Frances Martinez, one of the Berkeley High parents in the audience Wednesday, said she has already seen a small learning community work for her son, who is part of Berkeley High’s Communication Arts and Sciences (CAS) program.  

“It’s given him an opportunity not to be lost in this vast school,” Martinez said. “(CAS Teachers) know their students and they care about what they’re doing and it really shows.” 

Berkeley High has three small learning communities already up and running and one more on the way. The programs were launched by groups of teachers with a vision to enhance students’ experience of the Berkeley High curriculum by creating schools-within-a-school, each with a specific mission. CAS students learn to use modern media tools to work on projects that promote social justice. Students in the Common Ground program, another small learning community, focus on ecological literacy and then work to promote environmental causes in the larger community. 

Still, Ayers said, the success of these programs rests largely on the dedication of the small group of founding teachers who go to extraordinary lengths to keep it functioning.

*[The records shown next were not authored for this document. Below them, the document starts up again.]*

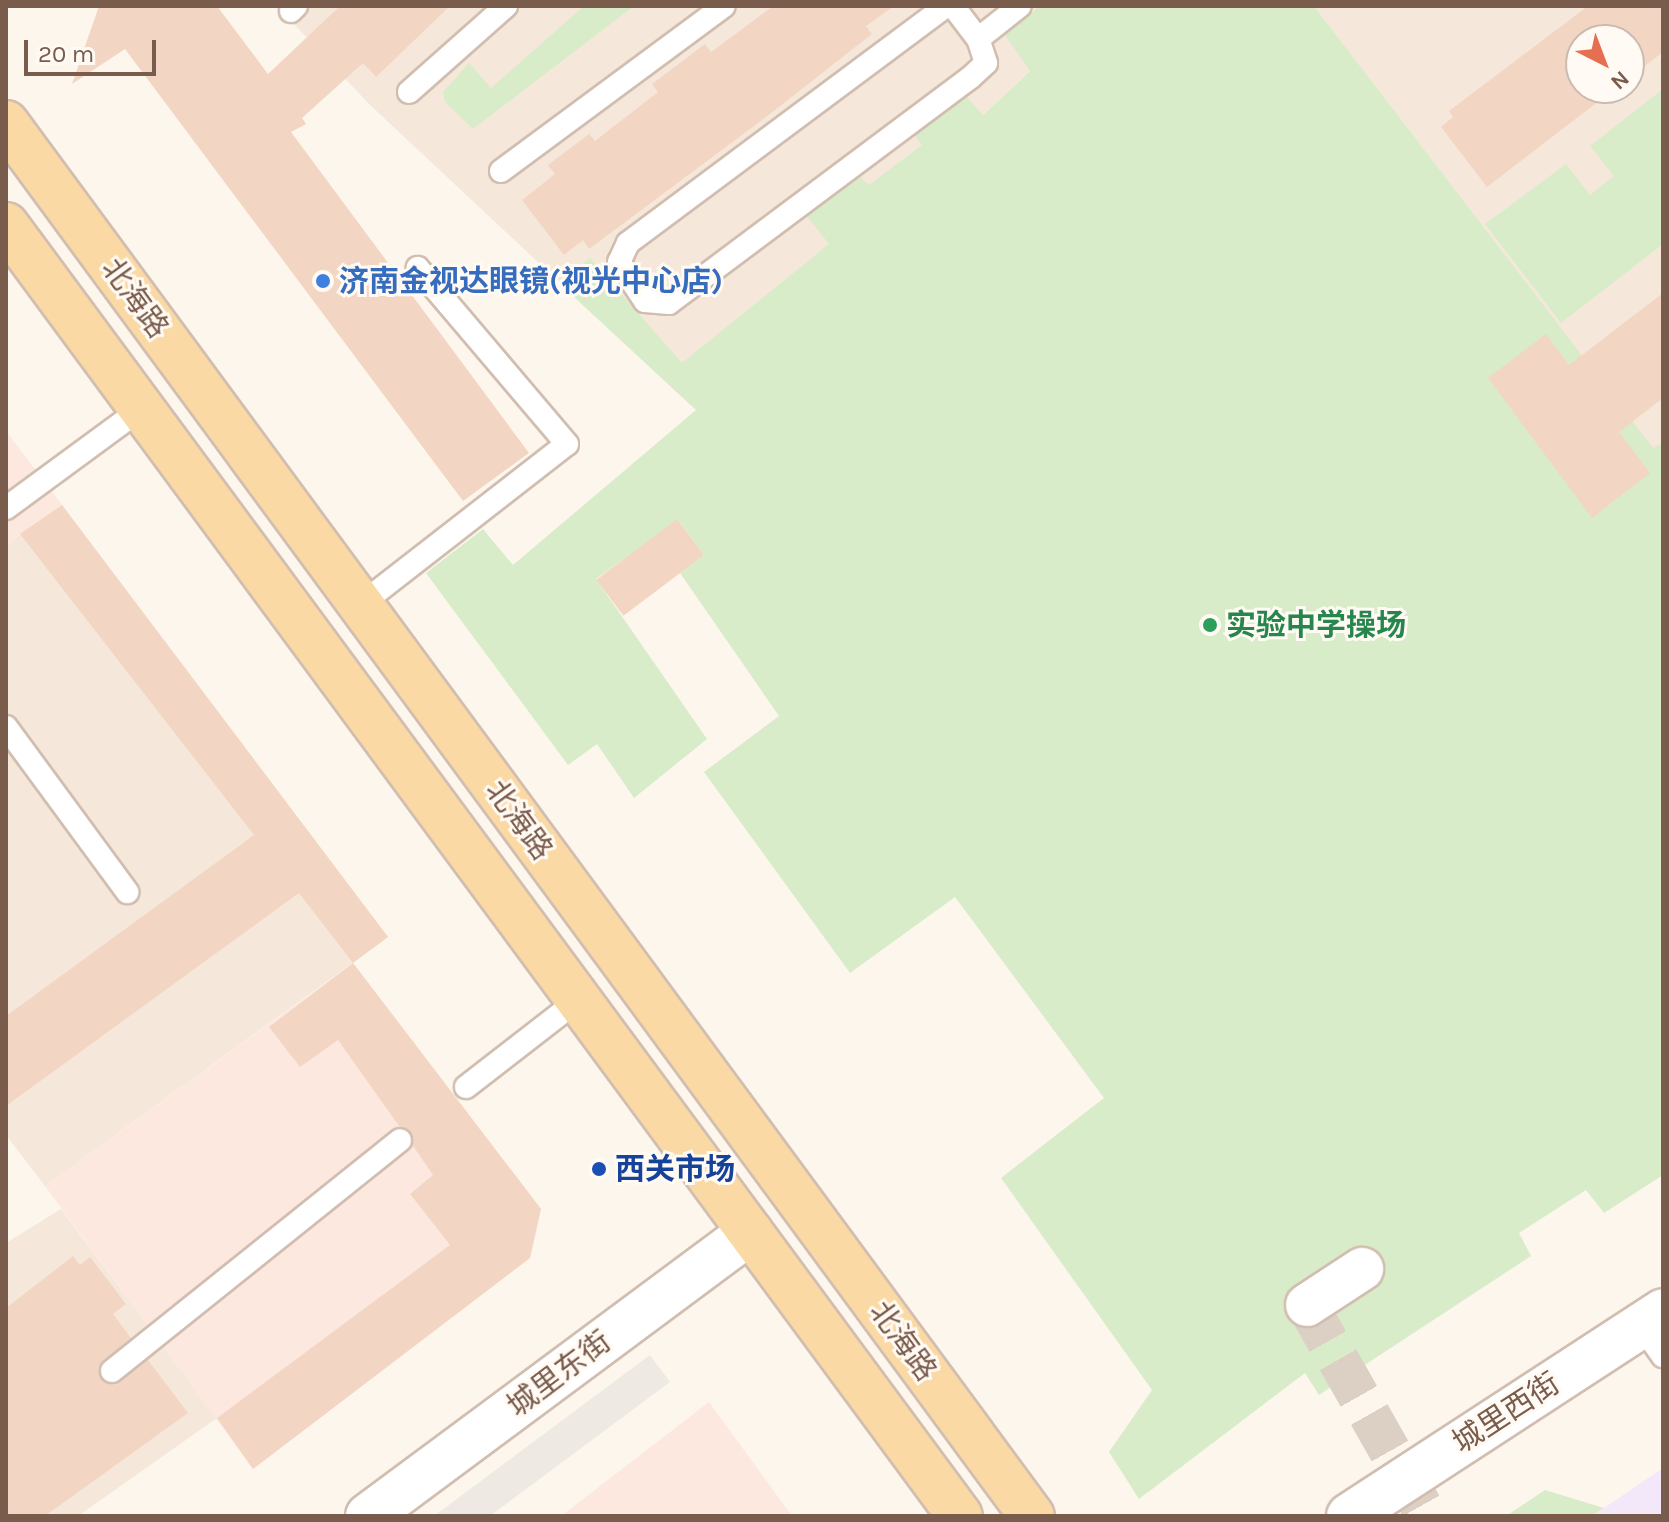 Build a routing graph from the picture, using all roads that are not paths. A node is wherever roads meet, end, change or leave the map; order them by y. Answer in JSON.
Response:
{"nodes":[{"id":1,"x":506,"y":6,"type":"edge"},
{"id":2,"x":724,"y":6,"type":"edge"},
{"id":3,"x":946,"y":6,"type":"edge"},
{"id":4,"x":953,"y":6,"type":"edge"},
{"id":5,"x":1020,"y":6,"type":"edge"},
{"id":6,"x":978,"y":39,"type":"junction"},
{"id":7,"x":409,"y":92,"type":"dead end"},
{"id":8,"x":6,"y":123,"type":"edge"},
{"id":9,"x":501,"y":171,"type":"dead end"},
{"id":10,"x":6,"y":225,"type":"edge"},
{"id":11,"x":418,"y":268,"type":"dead end"},
{"id":12,"x":141,"y":409,"type":"junction"},
{"id":13,"x":6,"y":508,"type":"edge"},
{"id":14,"x":360,"y":605,"type":"junction"},
{"id":15,"x":6,"y":727,"type":"edge"},
{"id":16,"x":127,"y":892,"type":"dead end"},
{"id":17,"x":578,"y":1000,"type":"junction"},
{"id":18,"x":466,"y":1087,"type":"dead end"},
{"id":19,"x":400,"y":1140,"type":"dead end"},
{"id":20,"x":750,"y":1232,"type":"junction"},
{"id":21,"x":1362,"y":1269,"type":"dead end"},
{"id":22,"x":1307,"y":1305,"type":"dead end"},
{"id":23,"x":1656,"y":1330,"type":"edge"},
{"id":24,"x":112,"y":1371,"type":"dead end"},
{"id":25,"x":368,"y":1516,"type":"edge"},
{"id":26,"x":960,"y":1516,"type":"edge"},
{"id":27,"x":1032,"y":1516,"type":"edge"},
{"id":28,"x":1349,"y":1516,"type":"edge"}],
"edges":[{"from":1,"to":7,"type":"lane"},
{"from":2,"to":9,"type":"lane"},
{"from":3,"to":6,"type":"lane"},
{"from":4,"to":6,"type":"lane"},
{"from":5,"to":6,"type":"lane"},
{"from":8,"to":14,"type":"main road","name":"北海路"},
{"from":10,"to":12,"type":"main road","name":"北海路"},
{"from":11,"to":14,"type":"lane"},
{"from":12,"to":13,"type":"lane"},
{"from":12,"to":17,"type":"main road","name":"北海路"},
{"from":14,"to":27,"type":"main road","name":"北海路"},
{"from":15,"to":16,"type":"lane"},
{"from":17,"to":18,"type":"lane"},
{"from":17,"to":20,"type":"main road","name":"北海路"},
{"from":19,"to":24,"type":"lane"},
{"from":20,"to":25,"type":"street","name":"城里东街"},
{"from":20,"to":26,"type":"main road","name":"北海路"},
{"from":21,"to":22,"type":"street"},
{"from":23,"to":28,"type":"street","name":"城里西街"}]} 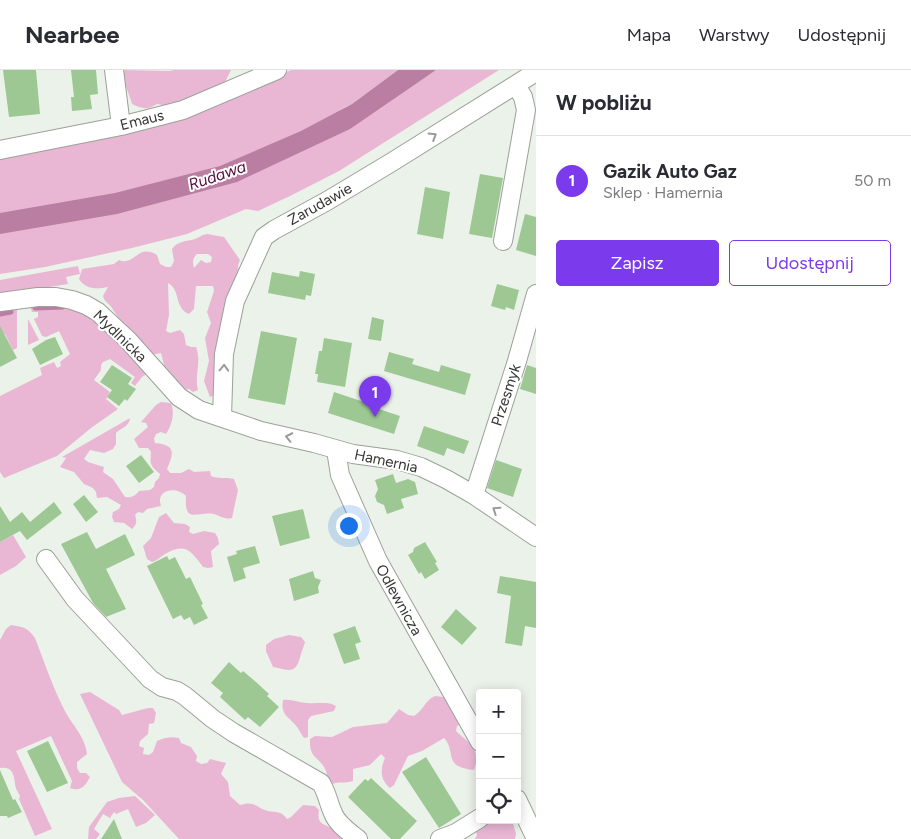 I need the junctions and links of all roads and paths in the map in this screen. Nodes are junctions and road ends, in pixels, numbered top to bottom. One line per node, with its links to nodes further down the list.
1 (114, 70): 5 (street)
2 (278, 70): 5 (street, Emaus)
3 (536, 72): 4 (street, Zarudawie)
4 (516, 85): 7 (street); 10 (street, Zarudawie, one-way to 4)
5 (121, 126): 6 (street, Emaus)
6 (0, 150)
7 (503, 241)
8 (536, 294): 12 (street, Przesmyk)
9 (0, 302): 10 (street, Mydlnicka)
10 (222, 417): 11 (street, Hamernia, one-way to 10)
11 (336, 450): 12 (street, Hamernia); 15 (street, Odlewnicza)
12 (474, 495): 13 (street, Hamernia, one-way to 12)
13 (534, 531)
14 (46, 559): 18 (street)
15 (476, 735)
16 (521, 807): 20 (street)
17 (476, 820): 19 (street)
18 (358, 839)
19 (440, 839)
20 (536, 839)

If these programs are to continue to thrive, Ayers said, the whole school needs to move to a small learning community model. 

Berkeley High parent Iris Starr has played a central role in organizing the small learning community planning process at the school.  

“It’s not like a brand new, untested thing,” Starr said. “People are doing it. What we’re doing isn’t working, so there’s no harm in looking.” 

But for the planning process to be legitimate, Starr said it is important to have teachers, parents, students and administrators all working together. 

“We’re trying to have a long enough open period so people can get an idea that this is being discussed before anything moves,” Starr said. “We’re trying to form this so everybody has a clear say.”